On Mon, Jul 10, 2017 at 11:56 AM, Michael Paquier
<michael.paqu...@gmail.com> wrote:
> On Sat, Jul 8, 2017 at 12:50 AM, Masahiko Sawada <sawada.m...@gmail.com> 
> wrote:
>> On Fri, Jul 7, 2017 at 3:48 PM, Michael Paquier
>> <michael.paqu...@gmail.com> wrote:
>>> So I would suggest the following things to address this issue:
>>> 1) Generate a backup history file for backups taken at recovery as well.
>>> 2) Archive it if archive_mode = always.
>>> 3) Wait for both the segment of the stop point and the backup history
>>> files to be archived before returning back to the caller of
>>> pg_stop_backup.
>>> It would be nice to get all that addressed in 10. Thoughts?
>> Yeah, I agree. Attached patch makes it works and deals with the
>> history file issue.
> I had a look at the proposed patch. Here are some comments.

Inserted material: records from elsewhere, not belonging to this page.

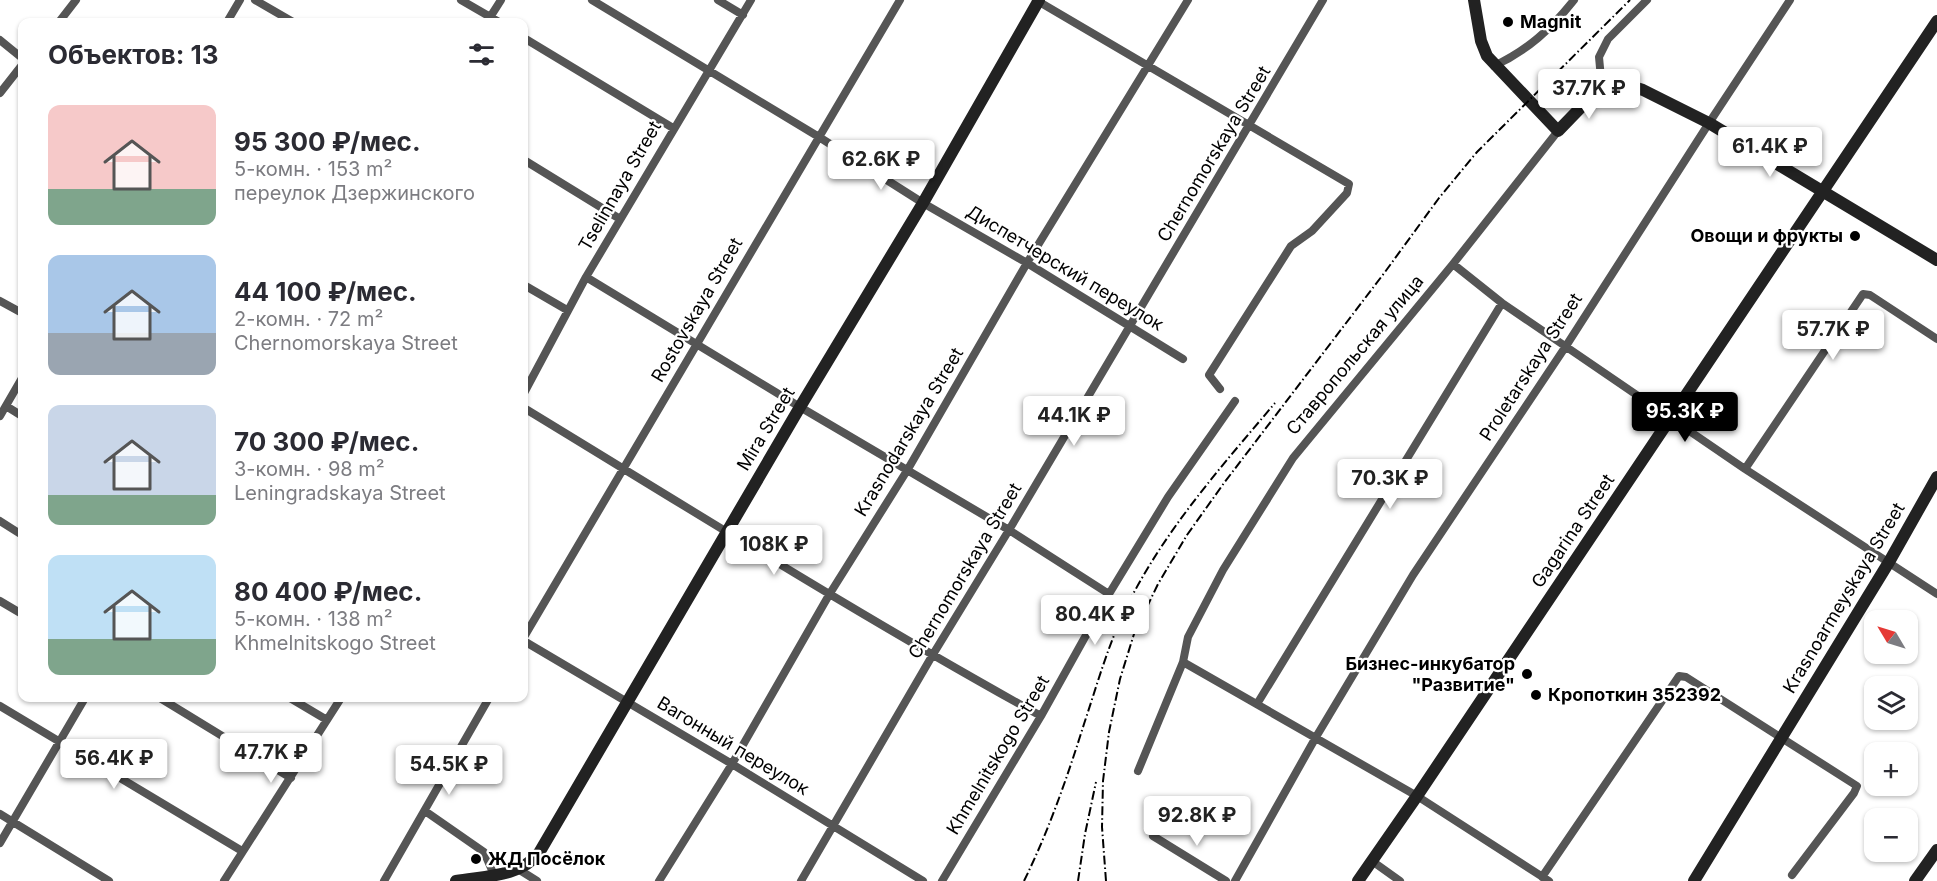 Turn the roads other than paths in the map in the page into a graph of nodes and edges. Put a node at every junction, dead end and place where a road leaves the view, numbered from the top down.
1 (76, 0) edge
2 (240, 0) edge
3 (255, 0) edge
4 (461, 0) edge
5 (501, 0) edge
6 (592, 0) edge
7 (718, 0) edge
8 (751, 0) edge
9 (900, 0) edge
10 (1188, 0) edge
11 (1323, 0) edge
12 (1474, 0) edge
13 (1574, 0) edge
14 (1647, 0) edge
15 (1791, 0) edge
16 (1038, 1) edge
17 (743, 15) junction
18 (62, 18) edge
19 (229, 18) edge
20 (286, 18) edge
21 (488, 18) edge
22 (493, 18) edge
23 (1937, 21) edge
24 (0, 40) edge
25 (528, 40) edge
26 (18, 55) edge
27 (1146, 66) junction
28 (1494, 66) junction
29 (18, 70) edge
30 (709, 70) junction
31 (1602, 89) junction
32 (0, 93) edge
33 (1709, 123) junction
34 (1250, 127) junction
35 (674, 128) junction
36 (1558, 131) junction
37 (819, 137) junction
38 (528, 162) edge
39 (1822, 192) junction
40 (923, 203) junction
41 (620, 219) junction
42 (1937, 258) edge
43 (1028, 263) junction
44 (1453, 264) junction
45 (586, 276) junction
46 (528, 287) edge
47 (0, 301) edge
48 (1502, 303) junction
49 (567, 310) junction
50 (18, 311) edge
51 (1131, 326) junction
52 (1937, 339) edge
53 (697, 343) junction
54 (1566, 346) junction
55 (1183, 359) dead end
56 (18, 385) edge
57 (528, 385) edge
58 (1220, 389) dead end
59 (1235, 401) dead end
60 (6, 406) junction
61 (800, 406) junction
62 (528, 410) edge
63 (18, 414) edge
64 (0, 416) edge
65 (1670, 418) junction
66 (624, 469) junction
67 (908, 469) junction
68 (1745, 469) junction
69 (1937, 477) edge
70 (0, 521) edge
71 (1009, 530) junction
72 (726, 531) junction
73 (18, 532) edge
74 (1888, 562) junction
75 (1109, 594) junction
76 (1937, 594) edge
77 (829, 595) junction
78 (0, 601) edge
79 (18, 612) edge
80 (528, 632) edge
81 (528, 641) edge
82 (932, 656) junction
83 (1183, 662) junction
84 (83, 702) edge
85 (167, 702) edge
86 (297, 702) edge
87 (338, 702) edge
88 (487, 702) edge
89 (628, 702) junction
90 (1257, 704) junction
91 (0, 706) edge
92 (1041, 716) junction
93 (327, 720) junction
94 (1316, 737) junction
95 (1780, 738) junction
96 (59, 741) junction
97 (732, 764) junction
98 (1138, 771) dead end
99 (291, 778) junction
100 (1418, 796) junction
101 (425, 812) junction
102 (0, 814) edge
103 (12, 822) junction
104 (833, 825) junction
105 (1153, 836) dead end
106 (0, 843) edge
107 (1937, 850) edge
108 (242, 851) junction
109 (1372, 861) junction
110 (518, 869) junction
111 (494, 875) junction
112 (1792, 875) dead end
113 (1545, 879) edge
114 (109, 881) edge
115 (224, 881) edge
116 (384, 881) edge
117 (456, 881) edge
118 (537, 881) edge
119 (659, 881) edge
120 (801, 881) edge
121 (924, 881) edge
122 (942, 881) edge
123 (1226, 881) edge
124 (1235, 881) edge
125 (1358, 881) edge
126 (1400, 881) edge
127 (1694, 881) edge
128 (1915, 881) edge

1 - 18 street
2 - 19 street
3 - 20 street
4 - 21 street
5 - 22 street
6 - 30 street, Диспетчерский переулок
7 - 17 street
8 - 17 street, Tselinnaya Street
9 - 37 street, Rostovskaya Street
10 - 27 street, Krasnodarskaya Street
11 - 34 street, Chernomorskaya Street
12 - 28 street
13 - 28 street
14 - 31 street
15 - 33 street, Proletarskaya Street
16 - 27 street
16 - 40 street, Mira Street
17 - 30 street, Tselinnaya Street
23 - 39 street, Gagarina Street
24 - 26 street
25 - 35 street
27 - 34 street
27 - 43 street, Krasnodarskaya Street
28 - 36 street
29 - 32 street
30 - 35 street, Tselinnaya Street
30 - 37 street, Диспетчерский переулок
31 - 33 street
31 - 36 street, Ставропольская улица
33 - 39 street
33 - 54 street, Proletarskaya Street
34 - 51 street, Chernomorskaya Street
34 - 58 street
35 - 41 street, Tselinnaya Street
36 - 44 street, Ставропольская улица
37 - 40 street, Диспетчерский переулок
37 - 53 street, Rostovskaya Street
38 - 41 street
39 - 42 street
39 - 65 street, Gagarina Street
40 - 43 street, Диспетчерский переулок
40 - 61 street, Mira Street
41 - 45 street, Tselinnaya Street
43 - 51 street, Диспетчерский переулок
43 - 67 street, Krasnodarskaya Street
44 - 48 street
44 - 83 street, Ставропольская улица
45 - 49 street, Tselinnaya Street
45 - 53 street
46 - 49 street
47 - 50 street
48 - 54 street
48 - 90 street
49 - 57 street, Tselinnaya Street
51 - 55 street, Диспетчерский переулок
51 - 71 street, Chernomorskaya Street
52 - 68 street
53 - 61 street
53 - 66 street, Rostovskaya Street
54 - 65 street
54 - 94 street, Proletarskaya Street
56 - 60 street
59 - 75 street, Khmelnitskogo Street
60 - 63 street
60 - 64 street
61 - 67 street
61 - 72 street, Mira Street
62 - 66 street
65 - 68 street
65 - 100 street, Gagarina Street
66 - 72 street
66 - 80 street, Rostovskaya Street
67 - 71 street
67 - 77 street, Krasnodarskaya Street
68 - 74 street
69 - 74 street, Krasnoarmeyskaya Street
70 - 73 street
71 - 75 street
71 - 82 street, Chernomorskaya Street
72 - 77 street
72 - 89 street, Mira Street
74 - 76 street
74 - 95 street, Krasnoarmeyskaya Street
75 - 92 street, Khmelnitskogo Street
77 - 82 street
77 - 97 street, Krasnodarskaya Street
78 - 79 street
81 - 89 street, Вагонный переулок
82 - 92 street
82 - 104 street, Chernomorskaya Street
83 - 90 street
83 - 98 street, Ставропольская улица
84 - 96 street
85 - 99 street
86 - 93 street
87 - 93 street
88 - 101 street
89 - 97 street, Вагонный переулок
89 - 110 street, Mira Street
90 - 94 street
91 - 96 street
92 - 122 street, Khmelnitskogo Street
93 - 99 street
94 - 100 street
94 - 124 street, Proletarskaya Street
95 - 112 street
95 - 113 street
95 - 127 street, Krasnoarmeyskaya Street
96 - 103 street
96 - 108 street
97 - 104 street, Вагонный переулок
97 - 119 street, Krasnodarskaya Street
99 - 108 street
100 - 109 street, Gagarina Street
100 - 113 street
101 - 111 street
101 - 116 street
102 - 103 street
103 - 106 street
103 - 114 street
104 - 120 street, Chernomorskaya Street
104 - 121 street, Вагонный переулок
105 - 123 street
107 - 128 street
108 - 115 street
109 - 125 street, Gagarina Street
109 - 126 street
110 - 111 street
110 - 118 street
111 - 117 street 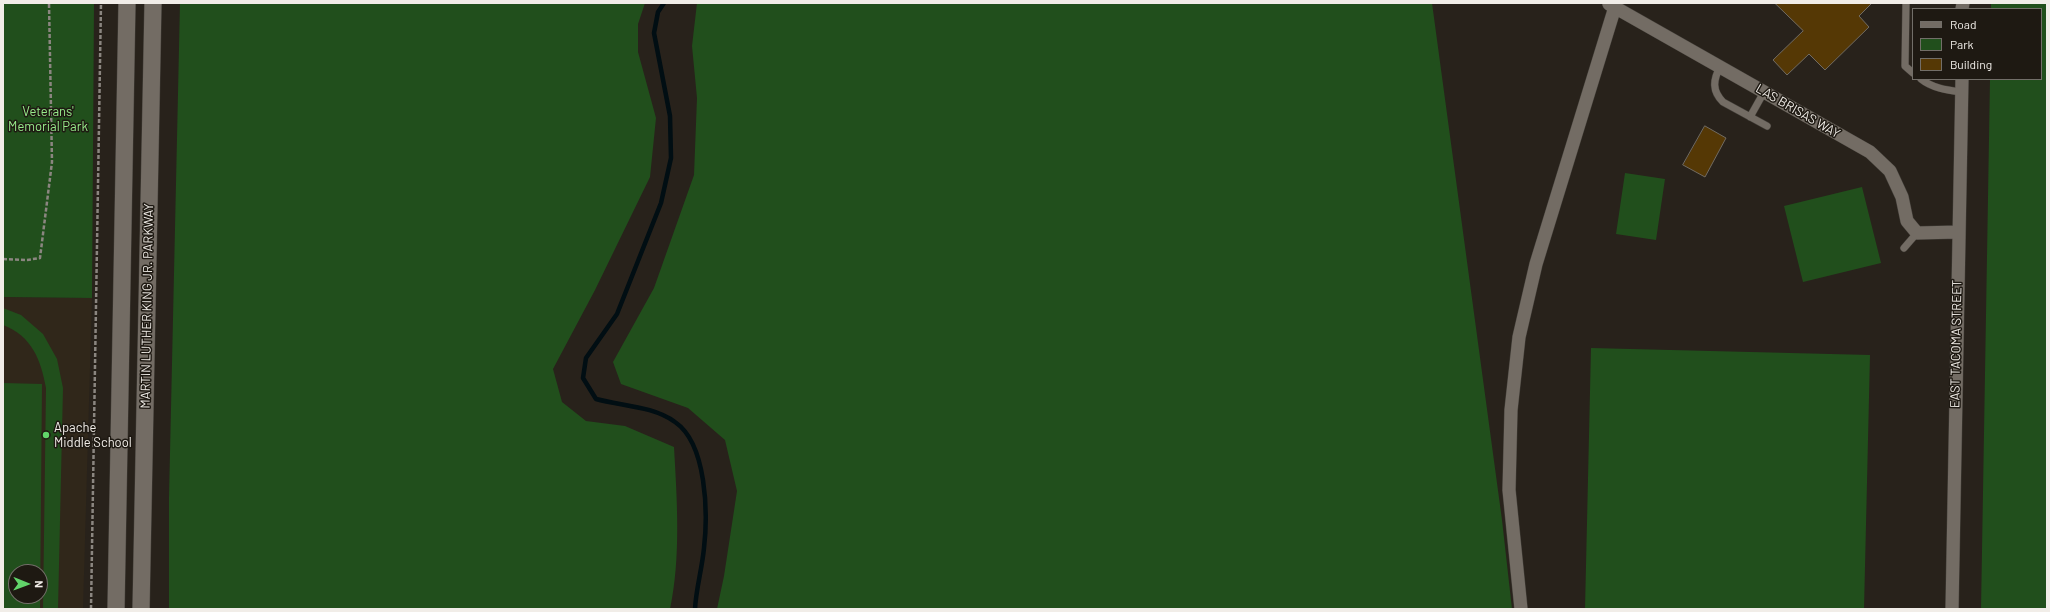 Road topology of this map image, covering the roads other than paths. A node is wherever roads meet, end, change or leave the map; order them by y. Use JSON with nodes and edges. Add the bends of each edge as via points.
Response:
{"nodes":[{"id":1,"x":127,"y":3,"type":"edge"},
{"id":2,"x":152,"y":3,"type":"edge"},
{"id":3,"x":1906,"y":3,"type":"edge"},
{"id":4,"x":1611,"y":5,"type":"edge"},
{"id":5,"x":1720,"y":67,"type":"junction"},
{"id":6,"x":1912,"y":72,"type":"edge"},
{"id":7,"x":1922,"y":80,"type":"edge"},
{"id":8,"x":1962,"y":80,"type":"edge"},
{"id":9,"x":1764,"y":92,"type":"junction"},
{"id":10,"x":1962,"y":92,"type":"junction"},
{"id":11,"x":1750,"y":117,"type":"junction"},
{"id":12,"x":1767,"y":126,"type":"dead end"},
{"id":13,"x":1958,"y":232,"type":"junction"},
{"id":14,"x":1917,"y":233,"type":"junction"},
{"id":15,"x":1904,"y":248,"type":"dead end"},
{"id":16,"x":116,"y":609,"type":"edge"},
{"id":17,"x":141,"y":609,"type":"edge"},
{"id":18,"x":1521,"y":609,"type":"edge"},
{"id":19,"x":1952,"y":609,"type":"edge"}],
"edges":[{"from":1,"to":16,"type":"street","name":"MARTIN LUTHER KING JR. PARKWAY"},
{"from":2,"to":17,"type":"street","name":"MARTIN LUTHER KING JR. PARKWAY"},
{"from":3,"to":6,"type":"lane","via":[[1905,66]]},
{"from":4,"to":5,"type":"street","name":"LAS BRISAS WAY"},
{"from":4,"to":18,"type":"street","via":[[1536,264],[1518,337],[1511,410],[1509,490]]},
{"from":5,"to":9,"type":"street","name":"LAS BRISAS WAY"},
{"from":5,"to":11,"type":"lane","via":[[1714,82],[1718,97]]},
{"from":7,"to":10,"type":"lane","via":[[1943,90]]},
{"from":8,"to":10,"type":"street","name":"EAST TACOMA STREET"},
{"from":9,"to":11,"type":"lane"},
{"from":9,"to":14,"type":"street","name":"LAS BRISAS WAY","via":[[1870,152],[1890,171],[1902,197],[1907,222]]},
{"from":10,"to":13,"type":"street","name":"EAST TACOMA STREET"},
{"from":11,"to":12,"type":"lane"},
{"from":13,"to":14,"type":"street"},
{"from":13,"to":19,"type":"street","name":"EAST TACOMA STREET"},
{"from":14,"to":15,"type":"lane"}]}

Thank you for reviewing the patch!

> @@ -11002,10 +11000,10 @@ do_pg_stop_backup(char *labelfile, bool
> waitforarchive, TimeLineID *stoptli_p)
>     if (waitforarchive && XLogArchivingActive())
>     {
>         XLByteToPrevSeg(stoppoint, _logSegNo);
> -       XLogFileName(lastxlogfilename, ThisTimeLineID, _logSegNo);
> +       XLogFileName(lastxlogfilename, stoptli, _logSegNo);
> On a standby the wait phase should not happen if archive_mode = on,
> but only if archive_mode = always. So I would suggest to change this
> upper condition a bit, and shuffle a bit the code to make the wait
> phase happen last:
> 1) stoptli_p first.
> 2) Check for XLogArchivingActive or XLogArchivingAlways, then with the
> NOTICE message.
> 3) Do the actual wait.

Thank you for the suggestion. Fixed.

> This way the code doing the wait does not need to be in its long
> lengthy if() branch. I think that we should replace the pg_usleep()
> call with a latch to make this more responsive. That should be a
> future patch.

Yeah, I agree.

> In backup history files generated in standbys, the STOP TIME is not
> set and this results in garbage in the file.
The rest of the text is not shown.